VARADE: a Variational-based AutoRegressive model for Anomaly Detection on the Edge
Alessio Mascolini, Sebastiano Gaiardelli, Francesco Ponzio, Nicola Dall'Ora, Enrico Macii, Sara Vinco, Santa Di Cataldo, Franco Fummi
TL;DR
VARADE introduces a variationally grounded autoregressive model tailored for edge-based anomaly detection in Industry 4.0. By predicting the next time step as a Gaussian distribution through a light convolutional architecture, and optimizing via a joint reconstruction and KL-divergence loss, the model provides a robust anomaly score based on predictive uncertainty. In a real industrial case with a KUKA manipulator, VARADE outperformed lightweight baselines in AUC-ROC while maintaining low latency and reasonable power and memory use on both Jetson Xavier NX and Jetson AGX Orin platforms.
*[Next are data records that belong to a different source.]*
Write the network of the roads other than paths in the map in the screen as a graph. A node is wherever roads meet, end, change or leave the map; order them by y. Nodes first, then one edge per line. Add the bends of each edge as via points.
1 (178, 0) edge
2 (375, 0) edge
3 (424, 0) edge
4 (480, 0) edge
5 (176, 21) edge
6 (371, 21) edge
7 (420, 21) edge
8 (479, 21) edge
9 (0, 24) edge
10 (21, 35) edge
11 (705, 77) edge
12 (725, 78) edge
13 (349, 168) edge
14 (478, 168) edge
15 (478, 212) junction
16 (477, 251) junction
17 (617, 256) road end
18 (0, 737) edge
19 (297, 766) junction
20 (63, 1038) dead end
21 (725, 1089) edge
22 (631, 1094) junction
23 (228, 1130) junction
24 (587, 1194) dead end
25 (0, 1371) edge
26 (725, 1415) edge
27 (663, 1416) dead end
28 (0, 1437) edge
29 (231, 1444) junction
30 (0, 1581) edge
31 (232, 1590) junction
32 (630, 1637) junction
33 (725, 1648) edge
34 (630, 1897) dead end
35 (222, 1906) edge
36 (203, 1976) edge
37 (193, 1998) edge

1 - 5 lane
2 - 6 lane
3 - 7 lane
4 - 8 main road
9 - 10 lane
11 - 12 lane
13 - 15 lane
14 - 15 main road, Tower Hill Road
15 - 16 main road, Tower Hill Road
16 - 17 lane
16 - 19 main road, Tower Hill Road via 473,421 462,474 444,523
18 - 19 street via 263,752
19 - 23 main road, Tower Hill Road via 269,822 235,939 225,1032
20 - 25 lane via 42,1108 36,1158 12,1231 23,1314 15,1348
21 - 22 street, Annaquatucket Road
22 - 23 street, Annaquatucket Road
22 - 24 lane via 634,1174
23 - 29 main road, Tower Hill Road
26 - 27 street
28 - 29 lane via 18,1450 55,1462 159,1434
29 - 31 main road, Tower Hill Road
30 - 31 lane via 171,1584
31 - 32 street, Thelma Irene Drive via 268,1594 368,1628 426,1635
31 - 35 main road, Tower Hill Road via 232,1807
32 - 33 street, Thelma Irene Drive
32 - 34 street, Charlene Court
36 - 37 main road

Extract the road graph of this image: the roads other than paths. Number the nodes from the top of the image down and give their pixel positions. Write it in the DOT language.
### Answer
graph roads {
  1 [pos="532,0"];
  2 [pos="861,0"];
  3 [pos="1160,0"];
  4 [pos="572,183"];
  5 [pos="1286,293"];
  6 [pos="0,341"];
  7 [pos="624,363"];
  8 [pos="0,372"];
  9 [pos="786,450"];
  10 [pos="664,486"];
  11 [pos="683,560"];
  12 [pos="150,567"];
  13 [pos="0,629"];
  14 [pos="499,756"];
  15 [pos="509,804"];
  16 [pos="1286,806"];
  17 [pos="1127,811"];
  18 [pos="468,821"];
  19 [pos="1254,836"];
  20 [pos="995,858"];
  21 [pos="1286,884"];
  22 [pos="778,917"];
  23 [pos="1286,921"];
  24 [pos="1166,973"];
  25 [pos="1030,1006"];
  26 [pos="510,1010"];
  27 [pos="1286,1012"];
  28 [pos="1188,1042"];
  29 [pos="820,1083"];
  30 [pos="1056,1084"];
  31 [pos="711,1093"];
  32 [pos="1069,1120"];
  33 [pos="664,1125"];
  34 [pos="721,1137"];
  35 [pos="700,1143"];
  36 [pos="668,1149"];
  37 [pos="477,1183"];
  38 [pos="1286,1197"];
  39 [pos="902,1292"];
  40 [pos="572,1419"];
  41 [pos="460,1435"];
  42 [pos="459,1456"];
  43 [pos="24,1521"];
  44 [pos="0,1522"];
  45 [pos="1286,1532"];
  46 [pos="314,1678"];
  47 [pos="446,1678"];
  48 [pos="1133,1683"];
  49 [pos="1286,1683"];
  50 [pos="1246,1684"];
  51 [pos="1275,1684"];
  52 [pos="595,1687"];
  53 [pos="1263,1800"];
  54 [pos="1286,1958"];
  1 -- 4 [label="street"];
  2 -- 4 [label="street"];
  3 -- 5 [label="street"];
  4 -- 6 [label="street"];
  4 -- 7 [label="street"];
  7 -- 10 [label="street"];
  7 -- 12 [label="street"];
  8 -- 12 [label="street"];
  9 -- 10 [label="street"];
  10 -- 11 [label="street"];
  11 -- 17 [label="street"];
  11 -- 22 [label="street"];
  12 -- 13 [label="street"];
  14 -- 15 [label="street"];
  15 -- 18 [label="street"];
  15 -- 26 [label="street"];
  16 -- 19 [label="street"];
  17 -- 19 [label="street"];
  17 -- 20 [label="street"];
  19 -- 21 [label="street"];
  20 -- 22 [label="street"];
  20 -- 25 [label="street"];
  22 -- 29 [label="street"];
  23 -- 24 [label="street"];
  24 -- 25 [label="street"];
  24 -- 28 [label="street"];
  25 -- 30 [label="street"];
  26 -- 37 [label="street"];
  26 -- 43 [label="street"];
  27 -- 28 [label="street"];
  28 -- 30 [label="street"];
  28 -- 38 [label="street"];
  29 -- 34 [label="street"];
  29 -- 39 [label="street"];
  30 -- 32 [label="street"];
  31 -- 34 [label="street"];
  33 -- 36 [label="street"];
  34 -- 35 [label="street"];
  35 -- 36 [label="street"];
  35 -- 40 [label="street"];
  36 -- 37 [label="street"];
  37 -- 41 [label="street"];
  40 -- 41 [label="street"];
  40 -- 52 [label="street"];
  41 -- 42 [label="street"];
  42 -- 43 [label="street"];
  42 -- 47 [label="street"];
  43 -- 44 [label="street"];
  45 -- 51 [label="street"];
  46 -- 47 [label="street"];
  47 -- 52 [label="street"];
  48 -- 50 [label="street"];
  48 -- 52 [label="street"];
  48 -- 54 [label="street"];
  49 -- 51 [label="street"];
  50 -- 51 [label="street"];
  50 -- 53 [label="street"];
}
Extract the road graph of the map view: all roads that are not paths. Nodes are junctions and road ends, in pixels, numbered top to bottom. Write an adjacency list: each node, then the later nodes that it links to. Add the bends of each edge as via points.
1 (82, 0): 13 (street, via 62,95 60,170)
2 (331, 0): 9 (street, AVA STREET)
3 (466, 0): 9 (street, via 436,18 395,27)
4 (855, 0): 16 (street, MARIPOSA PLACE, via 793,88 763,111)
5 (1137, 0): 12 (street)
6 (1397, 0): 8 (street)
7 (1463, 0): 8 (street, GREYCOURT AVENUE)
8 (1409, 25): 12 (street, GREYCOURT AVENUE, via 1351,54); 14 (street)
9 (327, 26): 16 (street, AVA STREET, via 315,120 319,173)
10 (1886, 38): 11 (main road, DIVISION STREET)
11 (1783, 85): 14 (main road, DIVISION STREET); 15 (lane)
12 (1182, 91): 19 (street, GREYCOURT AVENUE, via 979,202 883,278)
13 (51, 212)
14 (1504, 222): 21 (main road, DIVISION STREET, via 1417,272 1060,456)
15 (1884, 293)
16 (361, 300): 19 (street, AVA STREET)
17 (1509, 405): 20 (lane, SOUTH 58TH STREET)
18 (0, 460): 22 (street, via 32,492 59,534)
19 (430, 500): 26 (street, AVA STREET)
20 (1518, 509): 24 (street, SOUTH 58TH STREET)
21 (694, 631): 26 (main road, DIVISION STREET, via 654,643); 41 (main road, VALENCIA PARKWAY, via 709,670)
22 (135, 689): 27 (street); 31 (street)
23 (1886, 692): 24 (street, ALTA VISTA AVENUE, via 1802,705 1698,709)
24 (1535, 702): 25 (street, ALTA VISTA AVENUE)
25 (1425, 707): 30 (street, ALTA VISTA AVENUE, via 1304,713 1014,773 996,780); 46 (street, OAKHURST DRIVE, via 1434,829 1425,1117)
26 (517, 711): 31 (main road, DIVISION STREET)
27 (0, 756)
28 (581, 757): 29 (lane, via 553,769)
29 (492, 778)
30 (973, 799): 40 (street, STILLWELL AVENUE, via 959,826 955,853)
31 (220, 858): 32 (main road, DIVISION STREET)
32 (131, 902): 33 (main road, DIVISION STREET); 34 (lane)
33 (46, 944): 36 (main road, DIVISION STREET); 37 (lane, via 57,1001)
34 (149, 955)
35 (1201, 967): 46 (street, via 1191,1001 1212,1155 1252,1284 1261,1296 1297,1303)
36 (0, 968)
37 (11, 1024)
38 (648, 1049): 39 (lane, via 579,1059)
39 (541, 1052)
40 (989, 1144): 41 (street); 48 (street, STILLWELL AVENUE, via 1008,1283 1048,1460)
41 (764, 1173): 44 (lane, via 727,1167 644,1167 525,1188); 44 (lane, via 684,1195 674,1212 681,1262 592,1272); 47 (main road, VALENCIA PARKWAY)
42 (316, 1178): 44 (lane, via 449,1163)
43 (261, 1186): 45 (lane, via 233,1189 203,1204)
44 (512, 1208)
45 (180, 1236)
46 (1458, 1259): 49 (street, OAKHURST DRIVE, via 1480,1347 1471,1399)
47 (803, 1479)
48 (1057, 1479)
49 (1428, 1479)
The approach demonstrates the practicality of on-device, real-time anomaly detection for complex, multivariate streams, with direct implications for edge AI deployment in smart factories.
Abstract
Detecting complex anomalies on massive amounts of data is a crucial task in Industry 4.0, best addressed by deep learning. However, available solutions are computationally demanding, requiring cloud architectures prone to latency and bandwidth issues. This work presents VARADE, a novel solution implementing a light autoregressive framework based on variational inference, which is best suited for real-time execution on the edge. The proposed approach was validated on a robotic arm, part of a pilot production line, and compared with several state-of-the-art algorithms, obtaining the best trade-off between anomaly detection accuracy, power consumption and inference frequency on two different edge platforms.